Sleepaway Camp Depression.

by Risa Green

 

My daughter has been at sleepaway camp for exactly one week. It has been the longest week of my life. In fact, every day seems to move in slow motion, causing each twenty-four hour period to feel more like seventy-two hours, so really, she’s been gone for three weeks, now. It’s like how when you’re in college, dating someone for a month is equivalent to almost a full year in regular-life time. I miss her so much that my heart actually physically hurts.

 

I used to go to overnight camp every summer for eight weeks, and my summers at camp were some of the best of my life. So I was (and still am) excited for her to be having that experience. But I never had any concept of how difficult it is for the parents. I mean, it’s not like I can talk to her.
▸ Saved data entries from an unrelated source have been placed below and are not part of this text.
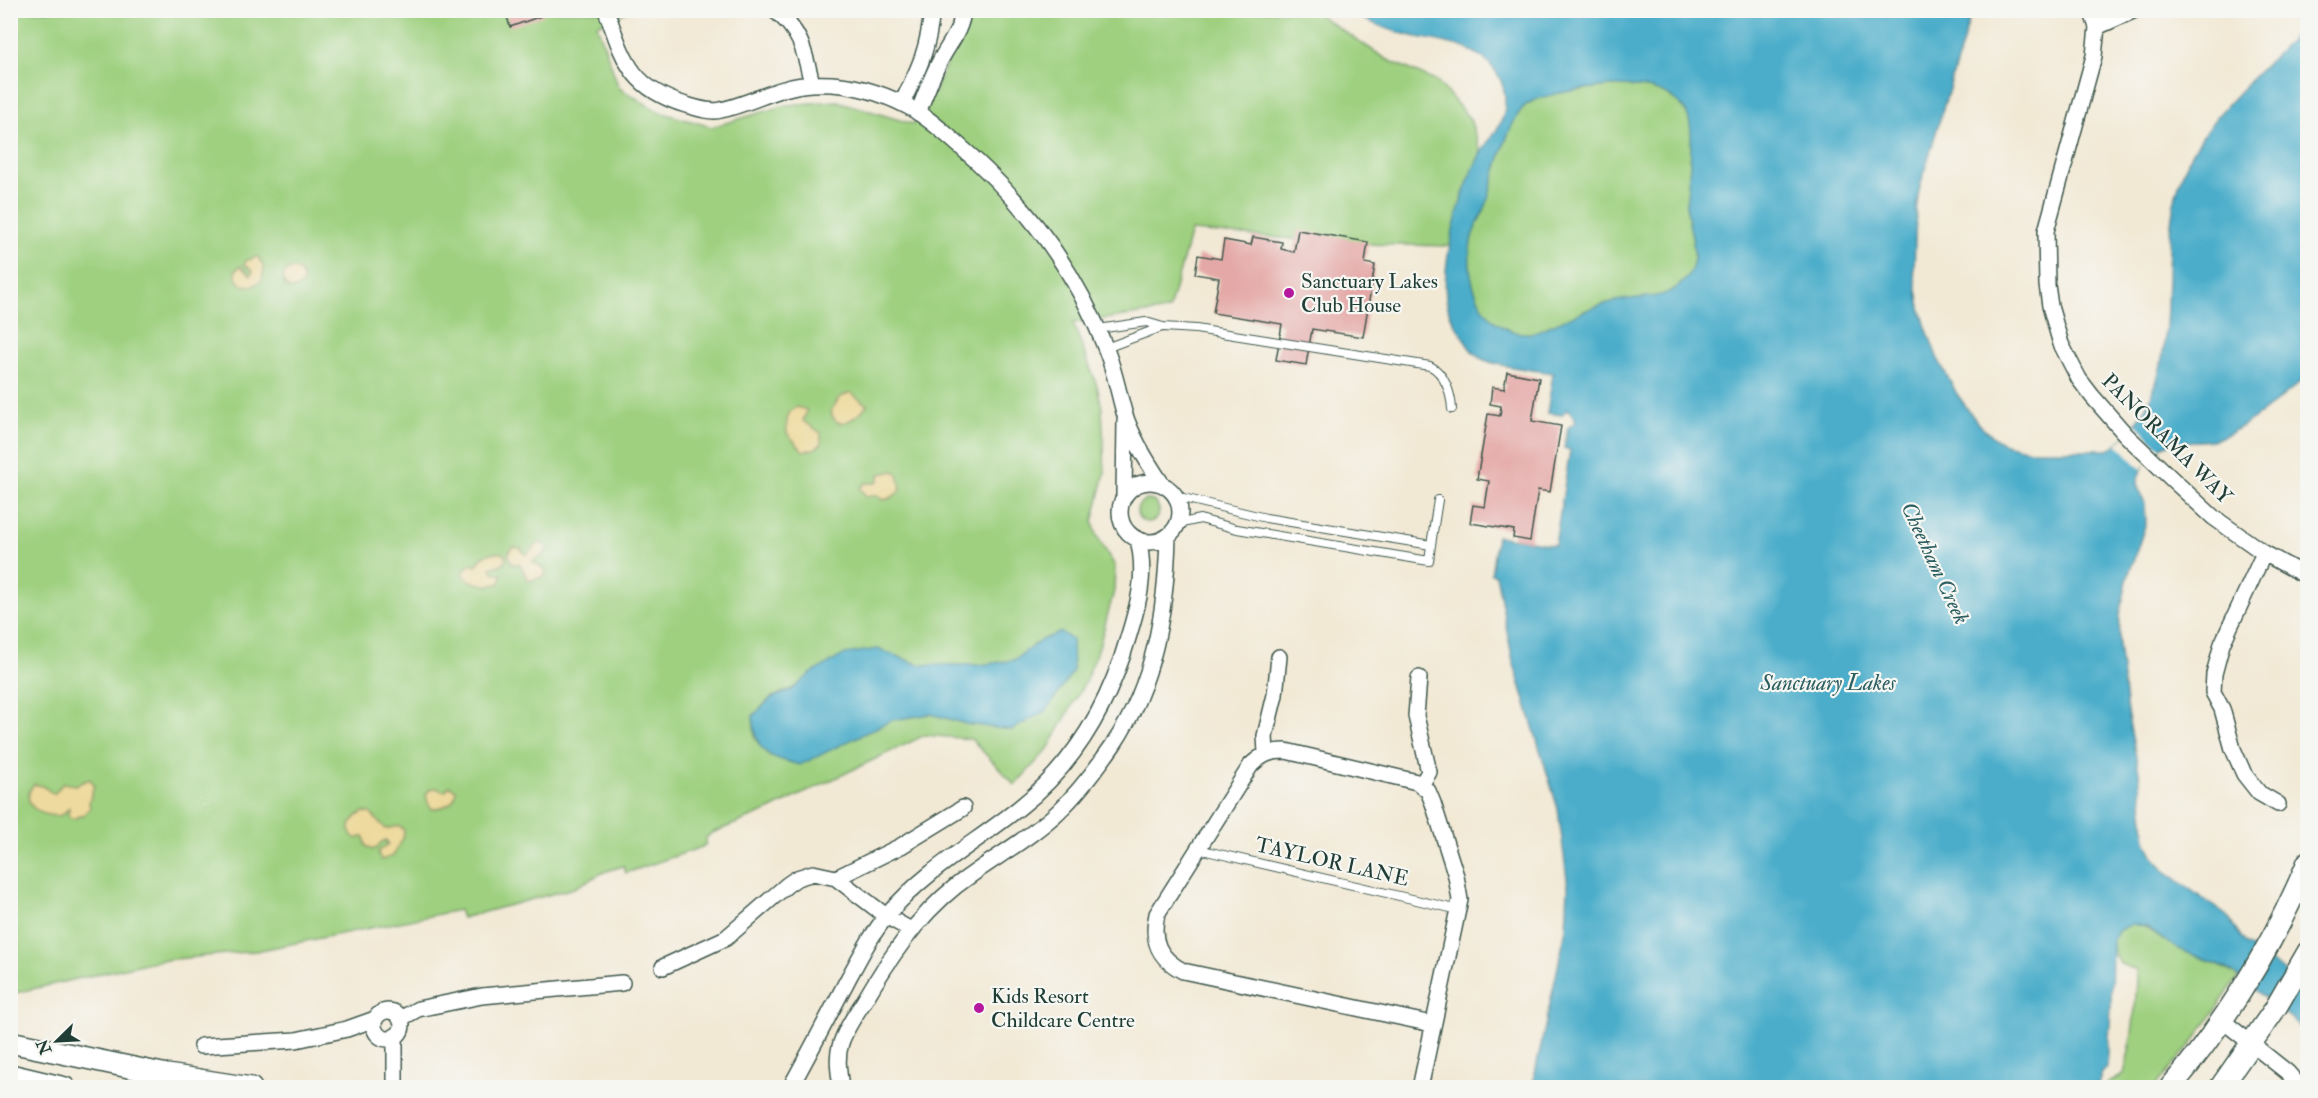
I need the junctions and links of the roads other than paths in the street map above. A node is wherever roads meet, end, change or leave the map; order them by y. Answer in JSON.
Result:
{"nodes":[{"id":1,"x":606,"y":10,"type":"edge"},
{"id":2,"x":774,"y":10,"type":"edge"},
{"id":3,"x":932,"y":10,"type":"edge"},
{"id":4,"x":963,"y":10,"type":"edge"},
{"id":5,"x":2091,"y":10,"type":"edge"},
{"id":6,"x":2135,"y":10,"type":"edge"},
{"id":7,"x":2097,"y":27,"type":"junction"},
{"id":8,"x":812,"y":84,"type":"junction"},
{"id":9,"x":910,"y":108,"type":"junction"},
{"id":10,"x":1163,"y":327,"type":"junction"},
{"id":11,"x":1098,"y":329,"type":"junction"},
{"id":12,"x":1106,"y":348,"type":"junction"},
{"id":13,"x":1452,"y":409,"type":"dead end"},
{"id":14,"x":1125,"y":414,"type":"junction"},
{"id":15,"x":1162,"y":484,"type":"junction"},
{"id":16,"x":1124,"y":496,"type":"junction"},
{"id":17,"x":1175,"y":496,"type":"junction"},
{"id":18,"x":1438,"y":500,"type":"dead end"},
{"id":19,"x":1178,"y":524,"type":"junction"},
{"id":20,"x":1168,"y":537,"type":"junction"},
{"id":21,"x":1138,"y":540,"type":"junction"},
{"id":22,"x":1431,"y":545,"type":"junction"},
{"id":23,"x":2264,"y":553,"type":"junction"},
{"id":24,"x":2307,"y":577,"type":"edge"},
{"id":25,"x":1279,"y":657,"type":"dead end"},
{"id":26,"x":1419,"y":678,"type":"dead end"},
{"id":27,"x":1266,"y":753,"type":"junction"},
{"id":28,"x":1065,"y":763,"type":"junction"},
{"id":29,"x":1085,"y":782,"type":"junction"},
{"id":30,"x":1421,"y":785,"type":"junction"},
{"id":31,"x":2278,"y":804,"type":"dead end"},
{"id":32,"x":963,"y":808,"type":"dead end"},
{"id":33,"x":1198,"y":849,"type":"junction"},
{"id":34,"x":2307,"y":862,"type":"edge"},
{"id":35,"x":836,"y":878,"type":"junction"},
{"id":36,"x":1459,"y":910,"type":"junction"},
{"id":37,"x":886,"y":916,"type":"junction"},
{"id":38,"x":911,"y":930,"type":"junction"},
{"id":39,"x":2307,"y":952,"type":"edge"},
{"id":40,"x":663,"y":967,"type":"dead end"},
{"id":41,"x":622,"y":983,"type":"dead end"},
{"id":42,"x":400,"y":1019,"type":"junction"},
{"id":43,"x":2223,"y":1021,"type":"junction"},
{"id":44,"x":1432,"y":1024,"type":"junction"},
{"id":45,"x":382,"y":1031,"type":"junction"},
{"id":46,"x":10,"y":1042,"type":"edge"},
{"id":47,"x":2253,"y":1044,"type":"junction"},
{"id":48,"x":201,"y":1046,"type":"dead end"},
{"id":49,"x":10,"y":1075,"type":"edge"},
{"id":50,"x":65,"y":1088,"type":"edge"},
{"id":51,"x":251,"y":1088,"type":"edge"},
{"id":52,"x":395,"y":1088,"type":"edge"},
{"id":53,"x":790,"y":1088,"type":"edge"},
{"id":54,"x":841,"y":1088,"type":"edge"},
{"id":55,"x":1420,"y":1088,"type":"edge"},
{"id":56,"x":2170,"y":1088,"type":"edge"},
{"id":57,"x":2220,"y":1088,"type":"edge"},
{"id":58,"x":2301,"y":1088,"type":"edge"}],
"edges":[{"from":1,"to":8,"type":"street"},
{"from":2,"to":8,"type":"street"},
{"from":3,"to":9,"type":"street"},
{"from":4,"to":9,"type":"street"},
{"from":5,"to":7,"type":"street","name":"PANORAMA WAY"},
{"from":6,"to":7,"type":"street"},
{"from":7,"to":23,"type":"street","name":"PANORAMA WAY"},
{"from":8,"to":9,"type":"street"},
{"from":9,"to":11,"type":"street"},
{"from":10,"to":11,"type":"lane"},
{"from":10,"to":12,"type":"lane"},
{"from":10,"to":13,"type":"lane"},
{"from":11,"to":12,"type":"street"},
{"from":12,"to":14,"type":"street"},
{"from":14,"to":15,"type":"street"},
{"from":14,"to":16,"type":"street"},
{"from":15,"to":16,"type":"street"},
{"from":15,"to":17,"type":"street"},
{"from":16,"to":21,"type":"street"},
{"from":17,"to":19,"type":"street"},
{"from":17,"to":22,"type":"lane"},
{"from":18,"to":22,"type":"lane"},
{"from":19,"to":20,"type":"street"},
{"from":19,"to":22,"type":"lane"},
{"from":20,"to":21,"type":"street"},
{"from":20,"to":29,"type":"street"},
{"from":21,"to":28,"type":"street"},
{"from":23,"to":24,"type":"street","name":"PANORAMA WAY"},
{"from":23,"to":31,"type":"street"},
{"from":25,"to":27,"type":"street"},
{"from":26,"to":30,"type":"street"},
{"from":27,"to":30,"type":"street"},
{"from":27,"to":33,"type":"street"},
{"from":28,"to":29,"type":"street"},
{"from":28,"to":37,"type":"street"},
{"from":29,"to":38,"type":"street"},
{"from":30,"to":36,"type":"street"},
{"from":32,"to":35,"type":"street"},
{"from":33,"to":36,"type":"lane","name":"TAYLOR LANE"},
{"from":33,"to":44,"type":"street"},
{"from":34,"to":43,"type":"street"},
{"from":35,"to":37,"type":"street"},
{"from":35,"to":40,"type":"street"},
{"from":36,"to":44,"type":"street"},
{"from":37,"to":38,"type":"street"},
{"from":37,"to":53,"type":"street"},
{"from":38,"to":54,"type":"street"},
{"from":39,"to":47,"type":"street"},
{"from":41,"to":42,"type":"street"},
{"from":42,"to":45,"type":"street"},
{"from":42,"to":45,"type":"street"},
{"from":43,"to":47,"type":"street"},
{"from":43,"to":56,"type":"street"},
{"from":44,"to":55,"type":"street"},
{"from":45,"to":48,"type":"street"},
{"from":45,"to":52,"type":"street"},
{"from":46,"to":51,"type":"street"},
{"from":47,"to":57,"type":"street"},
{"from":47,"to":58,"type":"street"},
{"from":49,"to":50,"type":"street"}]}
It’s two weeks of radio silence, just sitting around, wondering if she’s having a good time, hoping that the camp mom isn’t going to call to tell me that she’s homesick, but also kind of hoping that she will, just so I can get some information. I feel horrible now that I didn’t write to my parents more while I was at camp every summer. I remember dreading letter day – once a week, you couldn’t get into dinner without handing one in – and I was so busy having fun that I used to sit down and write at little as humanly possible. My brother outsmarted the system entirely – he used to just turn in an empty envelope every week. I can just imagine my poor mom, running to the mailbox, her heart leaping at the sight of his handwriting, and finding nothing inside of it. Ouch.

 

I got my own letter from my daughter the other day (finally!) and it, too, was devastatingly short and devoid of information.

Dear Mommy,
I love camp! But I’m upset ‘cause I lost my watch. I think I left it at breakfast but I’m not sure. Anyway, I miss you and I’m having a blast!
xoxoxoxo

 

At least the camp puts up pictures on their website every day. And it’s amazing how much information one can glean from pictures. For example, I can tell that she found the watch, because she’s been wearing it in every picture since I got the letter. I can also tell that she got the care package I sent her, because she was wearing one of the barrettes that I put in it. Also, I can tell that she might have a gambling problem, because her pile of chips on Casino Night was disproportionately larger than anyone else’s at her table. And she was wearing a visor.

 

But it hasn’t been all bad. While the house has been eerily quiet without her - no loud music. No Wii Dance Dance Revolution. No fighting between her and her brother. No hijacked phones while she talks to her friends. Did I mention no fighting between her and her brother? – I am enjoying the time that my son and I are having together. As the second child, he’s never really had me all to himself, and I feel like we’re making up for some of that lost time when he was a baby and I totally ignored him because I was so busy with my daughter. This week, we’ve played with Legos together, had lunches and dinners together, gone to Legoland together. We’ve played at the park, we’ve gone swimming, we’ve watched movies that he gets to pick out. It’s been really, really nice. But he misses her, too. Every day he asks me how many weeks it’s been since she left, and every day I tell him that it hasn’t even been one week yet. He sighs, and says that weeks are really, really long. And I tell him that yes, they sure are.